**Supplied data**
···
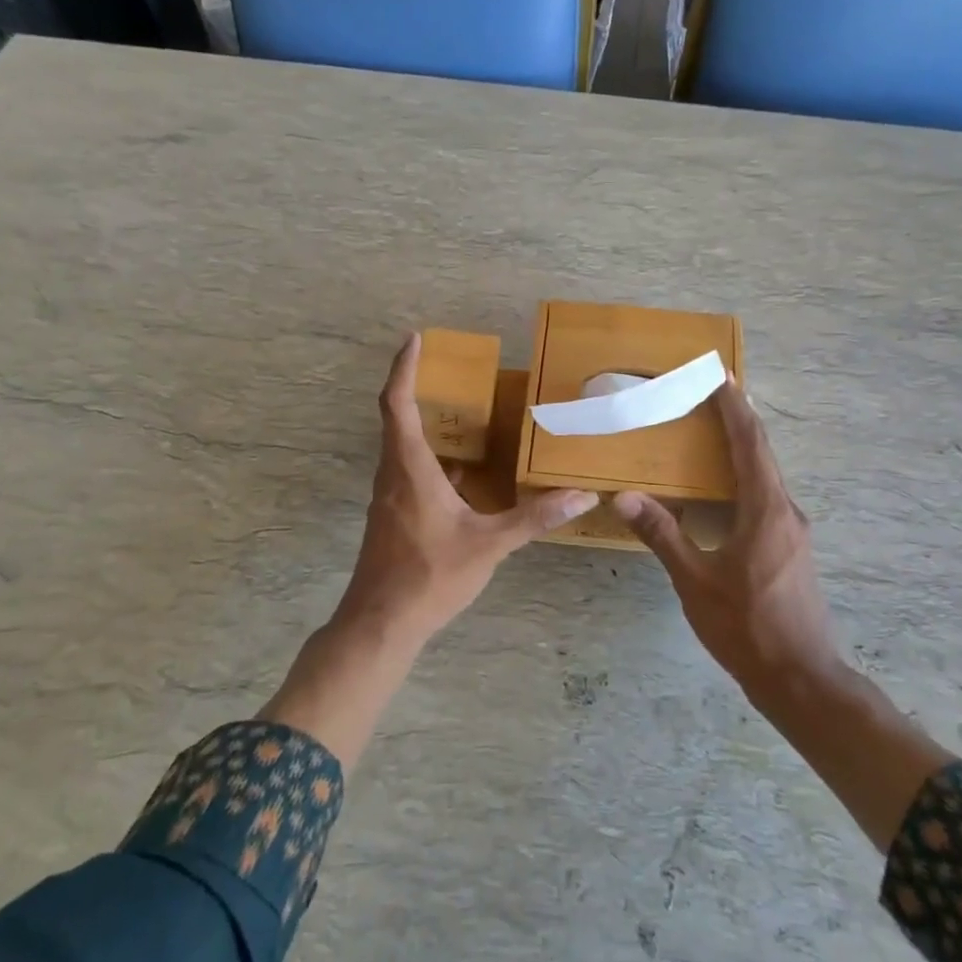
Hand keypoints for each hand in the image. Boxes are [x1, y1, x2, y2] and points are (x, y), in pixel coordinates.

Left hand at [335, 334, 599, 644]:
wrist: (380, 623)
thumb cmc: (429, 576)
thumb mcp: (488, 544)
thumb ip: (534, 517)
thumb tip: (581, 496)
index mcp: (410, 468)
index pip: (398, 403)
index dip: (403, 368)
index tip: (414, 339)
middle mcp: (393, 474)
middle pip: (397, 419)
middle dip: (418, 389)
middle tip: (450, 372)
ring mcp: (389, 497)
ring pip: (403, 448)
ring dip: (426, 427)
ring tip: (464, 417)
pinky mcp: (392, 517)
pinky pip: (409, 473)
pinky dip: (431, 461)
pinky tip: (462, 475)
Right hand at [614, 385, 839, 685]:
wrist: (800, 678)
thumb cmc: (746, 626)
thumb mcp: (696, 581)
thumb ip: (662, 535)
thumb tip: (624, 497)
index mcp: (766, 511)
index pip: (751, 445)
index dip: (735, 409)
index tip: (721, 377)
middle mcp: (786, 512)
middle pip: (763, 455)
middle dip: (738, 422)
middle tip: (710, 397)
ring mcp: (793, 533)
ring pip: (767, 478)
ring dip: (742, 451)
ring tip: (712, 434)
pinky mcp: (791, 550)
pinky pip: (767, 499)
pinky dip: (745, 480)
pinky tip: (723, 491)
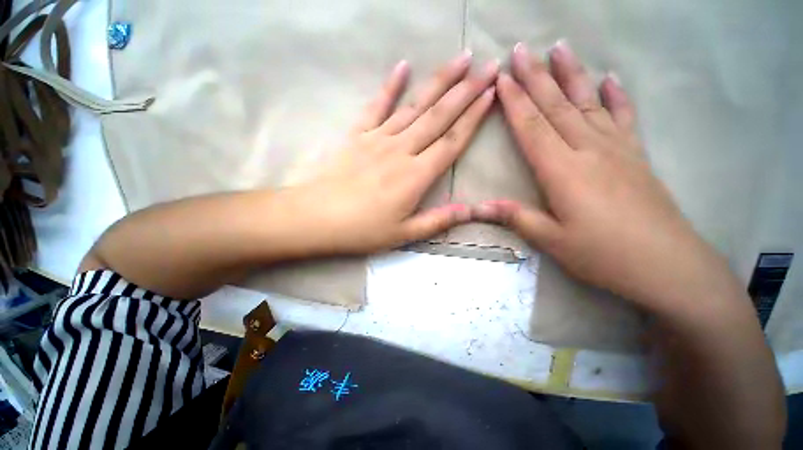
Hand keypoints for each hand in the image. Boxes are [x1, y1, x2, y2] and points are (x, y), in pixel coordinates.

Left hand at [279, 53, 497, 254]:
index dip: (474, 117)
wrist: (314, 218)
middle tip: (489, 66)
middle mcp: (401, 150)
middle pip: (439, 116)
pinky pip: (376, 106)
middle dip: (466, 90)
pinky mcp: (356, 135)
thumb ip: (438, 221)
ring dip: (439, 81)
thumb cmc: (360, 230)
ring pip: (414, 105)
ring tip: (460, 58)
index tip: (491, 94)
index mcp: (415, 176)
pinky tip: (403, 66)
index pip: (452, 142)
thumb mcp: (403, 234)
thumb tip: (470, 211)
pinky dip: (389, 85)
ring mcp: (377, 139)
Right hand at [475, 42, 736, 312]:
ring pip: (588, 103)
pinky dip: (616, 96)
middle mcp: (588, 151)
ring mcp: (616, 149)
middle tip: (521, 50)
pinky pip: (624, 118)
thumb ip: (515, 218)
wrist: (667, 266)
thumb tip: (479, 207)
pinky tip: (610, 79)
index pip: (532, 128)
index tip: (502, 79)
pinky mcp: (636, 156)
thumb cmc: (603, 255)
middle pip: (556, 107)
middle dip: (536, 77)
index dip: (514, 103)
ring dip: (572, 75)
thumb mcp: (551, 240)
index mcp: (563, 171)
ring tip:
···
**What to produce**
Reproduce the lines above beginning at the line that contains "pinky mcp: (392, 517)" and ending at the line that contains "pinky mcp: (356, 135)". No pictures.

**Solution**
pinky mcp: (392, 517)
pinky pip: (409, 473)
pinky dip: (431, 461)
pinky tip: (462, 475)
Right hand at [614, 385, 839, 685]:
wrist: (800, 678)
thumb cmc: (746, 626)
thumb mcp: (696, 581)
thumb ip: (662, 535)
thumb tip: (624, 497)
index mcp: (766, 511)
index pip: (751, 445)
index dip: (735, 409)
index tip: (721, 377)
middle mcp: (786, 512)
middle pip: (763, 455)
middle dip: (738, 422)
middle tip: (710, 397)
ring mcp: (793, 533)
ring pip: (767, 478)
ring dip: (742, 451)
ring tip: (712, 434)
pinky mcp: (791, 550)
pinky pip: (767, 499)
pinky dip: (745, 480)
pinky tip: (723, 491)
Hand keypoints for each hand in the image. Boxes are [x1, y1, x2, y2] and points are (x, y), in pixel coordinates.

Left hand at [279, 53, 497, 254]:
index dip: (474, 117)
wrist: (314, 218)
middle tip: (489, 66)
middle mcp: (401, 150)
middle pip: (439, 116)
pinky pip: (376, 106)
middle dip: (466, 90)
pinky mcp: (356, 135)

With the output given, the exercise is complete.